Suffocating drivers, horses and dogs.

2. Anthony and Maria were walking home from school
When they were trapped and choked by the dark brown, sticky goo.
Anthony passed out, and when he was awakened
He learned one of his four sisters was taken!

3. There was lots of blame to go around for the explosion:
A leaky tank, warmer weather, the start of Prohibition.
Twenty-one lives were lost; 150 injured.
It took four days to search the flood for survivors.

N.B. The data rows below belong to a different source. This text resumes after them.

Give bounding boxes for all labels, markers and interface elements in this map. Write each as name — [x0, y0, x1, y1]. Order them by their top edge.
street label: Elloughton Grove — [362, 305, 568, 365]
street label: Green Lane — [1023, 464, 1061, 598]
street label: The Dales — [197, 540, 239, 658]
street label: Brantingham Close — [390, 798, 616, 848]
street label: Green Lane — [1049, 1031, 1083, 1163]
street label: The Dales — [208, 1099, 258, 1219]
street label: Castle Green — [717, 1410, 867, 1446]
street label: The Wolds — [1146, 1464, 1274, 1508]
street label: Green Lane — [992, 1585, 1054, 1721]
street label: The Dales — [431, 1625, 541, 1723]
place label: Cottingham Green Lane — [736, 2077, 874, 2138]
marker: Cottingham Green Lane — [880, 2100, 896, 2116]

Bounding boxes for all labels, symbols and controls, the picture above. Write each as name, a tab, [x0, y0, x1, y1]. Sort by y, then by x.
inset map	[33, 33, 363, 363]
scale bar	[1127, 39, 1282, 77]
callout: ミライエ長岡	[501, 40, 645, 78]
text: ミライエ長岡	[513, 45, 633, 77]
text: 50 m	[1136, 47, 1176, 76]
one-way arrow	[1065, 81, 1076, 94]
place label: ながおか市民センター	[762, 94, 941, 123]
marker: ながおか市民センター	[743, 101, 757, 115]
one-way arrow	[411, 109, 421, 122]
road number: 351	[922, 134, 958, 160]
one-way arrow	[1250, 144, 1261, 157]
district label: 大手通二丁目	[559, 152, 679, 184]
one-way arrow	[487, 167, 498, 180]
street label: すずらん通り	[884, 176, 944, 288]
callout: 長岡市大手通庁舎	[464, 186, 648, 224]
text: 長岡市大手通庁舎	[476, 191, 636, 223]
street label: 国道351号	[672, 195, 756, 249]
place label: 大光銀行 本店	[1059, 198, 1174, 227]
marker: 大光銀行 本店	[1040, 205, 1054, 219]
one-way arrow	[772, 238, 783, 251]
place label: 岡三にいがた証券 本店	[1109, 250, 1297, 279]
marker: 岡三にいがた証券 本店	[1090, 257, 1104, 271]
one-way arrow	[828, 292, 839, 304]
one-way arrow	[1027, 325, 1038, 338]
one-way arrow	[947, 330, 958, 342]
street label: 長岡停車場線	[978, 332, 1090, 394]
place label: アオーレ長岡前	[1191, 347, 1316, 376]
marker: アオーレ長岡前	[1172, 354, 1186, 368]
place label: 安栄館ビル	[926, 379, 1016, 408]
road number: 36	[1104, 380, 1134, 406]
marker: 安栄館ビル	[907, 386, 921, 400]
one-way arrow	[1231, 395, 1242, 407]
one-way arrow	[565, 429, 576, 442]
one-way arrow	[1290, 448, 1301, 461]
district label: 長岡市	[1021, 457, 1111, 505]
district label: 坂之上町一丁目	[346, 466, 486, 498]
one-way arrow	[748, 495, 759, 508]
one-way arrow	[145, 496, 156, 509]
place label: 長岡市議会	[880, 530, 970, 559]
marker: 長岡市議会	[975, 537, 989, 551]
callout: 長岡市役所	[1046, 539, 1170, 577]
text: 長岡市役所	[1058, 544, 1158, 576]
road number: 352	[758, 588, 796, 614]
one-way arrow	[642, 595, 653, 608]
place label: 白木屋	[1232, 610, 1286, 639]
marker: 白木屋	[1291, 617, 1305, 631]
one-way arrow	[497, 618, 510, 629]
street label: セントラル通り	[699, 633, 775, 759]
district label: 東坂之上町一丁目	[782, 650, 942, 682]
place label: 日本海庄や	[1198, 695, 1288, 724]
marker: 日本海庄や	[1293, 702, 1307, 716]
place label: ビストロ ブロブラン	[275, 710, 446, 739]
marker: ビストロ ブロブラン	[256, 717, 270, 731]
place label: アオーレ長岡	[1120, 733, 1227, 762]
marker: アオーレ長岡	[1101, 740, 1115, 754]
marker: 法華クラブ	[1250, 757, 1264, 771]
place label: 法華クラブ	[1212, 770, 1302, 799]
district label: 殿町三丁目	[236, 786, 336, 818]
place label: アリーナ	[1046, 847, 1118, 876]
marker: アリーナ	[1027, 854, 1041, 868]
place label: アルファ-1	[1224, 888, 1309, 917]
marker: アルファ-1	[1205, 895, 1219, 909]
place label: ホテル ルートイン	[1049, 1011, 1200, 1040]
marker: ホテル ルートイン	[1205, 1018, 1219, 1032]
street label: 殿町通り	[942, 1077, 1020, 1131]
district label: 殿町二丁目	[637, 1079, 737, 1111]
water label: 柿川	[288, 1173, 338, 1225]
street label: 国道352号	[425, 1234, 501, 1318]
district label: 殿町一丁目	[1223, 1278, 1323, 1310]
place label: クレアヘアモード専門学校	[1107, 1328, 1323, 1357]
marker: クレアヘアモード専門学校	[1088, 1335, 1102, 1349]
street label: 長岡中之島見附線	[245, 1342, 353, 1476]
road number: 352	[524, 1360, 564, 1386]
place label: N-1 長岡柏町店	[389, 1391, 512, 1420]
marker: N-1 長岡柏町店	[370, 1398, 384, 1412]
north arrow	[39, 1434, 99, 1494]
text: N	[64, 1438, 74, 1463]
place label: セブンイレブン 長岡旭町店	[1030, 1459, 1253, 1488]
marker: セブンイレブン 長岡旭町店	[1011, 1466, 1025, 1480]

4. Today, the site is a baseball park where local children play
And part of it's the subway called the MBTA.
The Purity Distilling Company went defunct
For faulty engineering that they flunked!!!

Final chorus:
Now today, yes, today, a century later
You'll still hear the story of the Great Molasses Flood.
And on a hot, summer's day, as you walk the streets of Boston,
You may still smell the sweetness that's soaked in the mud.

Please keep your comments respectful, honest, and constructive. Please focus on the song and not the demo.


cindyrella's picture

My husband and I were just reading about this! Sometimes with real events it is hard, as you say, to decide what goes into it. You have done this so clearly and such perfect music and vocals. Bravo!

billwhite51's picture

excellent writing, both for the lyrics and music. I love the way you begin in the present day with the smell of the molasses still reeking through the pavement on a hot day. the cry Out of the Way is strengthened by your shifting of vocal registers for the chorus. i imagine it would be very difficult to write a story like this in only a few verses, and you have done an exceptionl job. Bravo!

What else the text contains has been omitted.